Know thyself. — Socrates
One of my favorite sculptures is called The Thinker by Auguste Rodin. It’s the one with the naked guy sitting on a block, resting his head on his hand, you know, thinking. Like a lot of Rodin’s work, it feels unfinished. Some surfaces appear rough; others lack detail. The visibility of these millions of minute choices imparts immediacy and humanity to his work — it’s as though we can see the artist himself thinking.
Like a block of marble, our lives are finite. They start out rough and formless. Each choice we make places a chisel to the stone. Each action irreversibly chips away time. No action is so insignificant that it can’t benefit from our attention. It’s the lack of attention that’s often responsible for the rubble of cringeworthy decisions weighing on our conscience.
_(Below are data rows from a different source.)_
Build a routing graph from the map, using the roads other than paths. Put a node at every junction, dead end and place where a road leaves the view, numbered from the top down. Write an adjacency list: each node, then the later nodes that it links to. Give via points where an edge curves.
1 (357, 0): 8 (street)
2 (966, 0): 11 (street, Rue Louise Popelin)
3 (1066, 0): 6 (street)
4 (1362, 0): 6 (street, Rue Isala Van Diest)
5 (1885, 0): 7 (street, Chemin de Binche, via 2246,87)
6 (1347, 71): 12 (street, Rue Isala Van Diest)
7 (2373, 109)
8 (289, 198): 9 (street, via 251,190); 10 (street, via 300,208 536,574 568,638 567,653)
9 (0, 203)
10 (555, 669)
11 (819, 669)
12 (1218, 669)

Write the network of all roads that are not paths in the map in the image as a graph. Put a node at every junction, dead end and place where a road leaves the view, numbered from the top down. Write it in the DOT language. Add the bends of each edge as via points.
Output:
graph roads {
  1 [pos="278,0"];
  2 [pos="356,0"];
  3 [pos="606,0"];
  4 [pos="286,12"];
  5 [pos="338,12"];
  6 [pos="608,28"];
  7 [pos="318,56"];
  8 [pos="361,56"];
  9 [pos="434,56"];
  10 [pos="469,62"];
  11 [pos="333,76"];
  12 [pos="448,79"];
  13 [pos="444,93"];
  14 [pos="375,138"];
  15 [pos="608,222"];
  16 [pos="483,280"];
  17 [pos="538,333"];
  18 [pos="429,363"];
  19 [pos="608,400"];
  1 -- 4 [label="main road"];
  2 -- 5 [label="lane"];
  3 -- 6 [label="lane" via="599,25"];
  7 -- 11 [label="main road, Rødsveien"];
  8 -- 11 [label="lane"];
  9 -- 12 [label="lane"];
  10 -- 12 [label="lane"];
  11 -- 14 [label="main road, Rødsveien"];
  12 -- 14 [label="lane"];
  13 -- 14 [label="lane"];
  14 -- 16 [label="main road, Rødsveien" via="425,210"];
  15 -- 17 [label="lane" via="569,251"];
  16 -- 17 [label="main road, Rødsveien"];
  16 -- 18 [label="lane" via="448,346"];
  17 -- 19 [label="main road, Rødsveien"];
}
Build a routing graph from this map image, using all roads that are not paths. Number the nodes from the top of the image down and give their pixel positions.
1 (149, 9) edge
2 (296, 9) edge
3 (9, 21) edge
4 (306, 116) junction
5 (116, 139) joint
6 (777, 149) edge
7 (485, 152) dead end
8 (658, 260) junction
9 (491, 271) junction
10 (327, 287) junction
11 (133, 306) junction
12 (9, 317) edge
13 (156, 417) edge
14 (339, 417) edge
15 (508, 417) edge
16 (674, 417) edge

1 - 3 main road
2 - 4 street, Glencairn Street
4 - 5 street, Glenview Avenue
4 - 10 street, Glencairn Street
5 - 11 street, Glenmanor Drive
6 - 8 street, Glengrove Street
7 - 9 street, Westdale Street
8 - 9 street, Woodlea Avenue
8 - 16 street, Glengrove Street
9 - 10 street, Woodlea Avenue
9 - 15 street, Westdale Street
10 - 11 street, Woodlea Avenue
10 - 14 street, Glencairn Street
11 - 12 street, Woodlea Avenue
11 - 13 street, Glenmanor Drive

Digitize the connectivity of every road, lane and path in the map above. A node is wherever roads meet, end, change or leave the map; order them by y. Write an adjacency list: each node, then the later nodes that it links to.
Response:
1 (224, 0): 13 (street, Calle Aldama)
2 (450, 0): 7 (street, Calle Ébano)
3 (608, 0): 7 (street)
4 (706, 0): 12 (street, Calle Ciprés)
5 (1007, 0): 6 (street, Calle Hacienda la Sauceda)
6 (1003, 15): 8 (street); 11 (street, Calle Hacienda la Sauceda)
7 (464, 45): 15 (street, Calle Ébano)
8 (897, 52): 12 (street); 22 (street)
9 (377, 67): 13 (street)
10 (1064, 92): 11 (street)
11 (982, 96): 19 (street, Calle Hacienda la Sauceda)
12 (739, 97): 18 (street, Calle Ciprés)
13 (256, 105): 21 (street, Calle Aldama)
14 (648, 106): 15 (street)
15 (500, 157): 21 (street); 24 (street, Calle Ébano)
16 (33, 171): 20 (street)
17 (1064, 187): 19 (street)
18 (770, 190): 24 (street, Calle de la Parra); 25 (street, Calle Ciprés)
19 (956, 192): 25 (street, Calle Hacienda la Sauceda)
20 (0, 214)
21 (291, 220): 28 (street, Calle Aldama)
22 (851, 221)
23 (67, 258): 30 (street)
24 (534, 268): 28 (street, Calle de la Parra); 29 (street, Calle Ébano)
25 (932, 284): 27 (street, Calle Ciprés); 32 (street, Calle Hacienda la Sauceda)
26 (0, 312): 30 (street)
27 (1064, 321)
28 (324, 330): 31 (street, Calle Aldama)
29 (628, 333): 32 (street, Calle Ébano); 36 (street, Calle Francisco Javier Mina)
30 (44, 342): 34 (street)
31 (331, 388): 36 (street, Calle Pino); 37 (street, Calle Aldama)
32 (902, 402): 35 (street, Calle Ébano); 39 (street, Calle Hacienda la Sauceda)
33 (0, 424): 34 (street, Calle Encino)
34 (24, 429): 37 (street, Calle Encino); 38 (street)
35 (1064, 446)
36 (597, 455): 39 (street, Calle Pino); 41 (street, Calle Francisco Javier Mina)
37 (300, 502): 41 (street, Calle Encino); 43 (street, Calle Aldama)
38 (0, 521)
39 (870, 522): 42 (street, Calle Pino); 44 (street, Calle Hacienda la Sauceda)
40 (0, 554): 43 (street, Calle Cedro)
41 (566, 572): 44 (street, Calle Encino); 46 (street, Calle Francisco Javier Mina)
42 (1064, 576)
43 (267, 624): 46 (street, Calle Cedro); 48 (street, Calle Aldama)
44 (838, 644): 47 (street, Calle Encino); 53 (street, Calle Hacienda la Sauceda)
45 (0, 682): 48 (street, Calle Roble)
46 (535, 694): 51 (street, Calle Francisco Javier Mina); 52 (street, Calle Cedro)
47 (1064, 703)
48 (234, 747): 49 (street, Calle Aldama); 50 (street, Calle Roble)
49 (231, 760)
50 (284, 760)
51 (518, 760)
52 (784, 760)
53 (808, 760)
To be sure, making bad decisions, no matter how smart or wise you are, is an unavoidable part of being human. Life is also an unruly medium. It slips, it shatters, it shifts, it crushes. Sometimes we even find ourselves on the receiving end of the chisel. It leaves us all rough around the edges. The beautiful thing is, as long as you’re still alive, there is always material left to work with. Like The Thinker, your life doesn’t have to be big, polished, or perfect to be beautiful. That said, we can do better.
Many poor decisions are born in the vacuum of self- awareness. We get so caught up in the doing of things that we forget to ask why we’re doing them in the first place. Asking why is the first small but deliberate step we can take in the search for meaning.
The search for meaning often begins later than it needs to. Because it seems like such a monumental or esoteric undertaking, we tend to avoid this form of inquiry until it’s forced on us by some shade of crisis or circumstance. Exploring our why from these dim places leaves us at a disadvantage. Our ability to see and think clearly is shrouded by our suffering. Soul- searching doesn’t need to be confined to the dark seasons of our lives. It can be a gentle part of our everyday. It all begins with becoming mindful of how we’re investing our time and energy — the things our Bullet Journal is faithfully recording for our reference.
You may be thinking, Analyzing my to-do list isn’t going to answer life’s big questions. Maybe, or maybe it’s because we’re untrained in the art of asking these types of questions. To understand the big intimidating whys (What is the meaning of life? Why am I here?), we start by asking the small whys: Why am I working on this project? Why is my partner irritating me? Why am I feeling stressed? In the Bullet Journal, we do this through the practice of Reflection.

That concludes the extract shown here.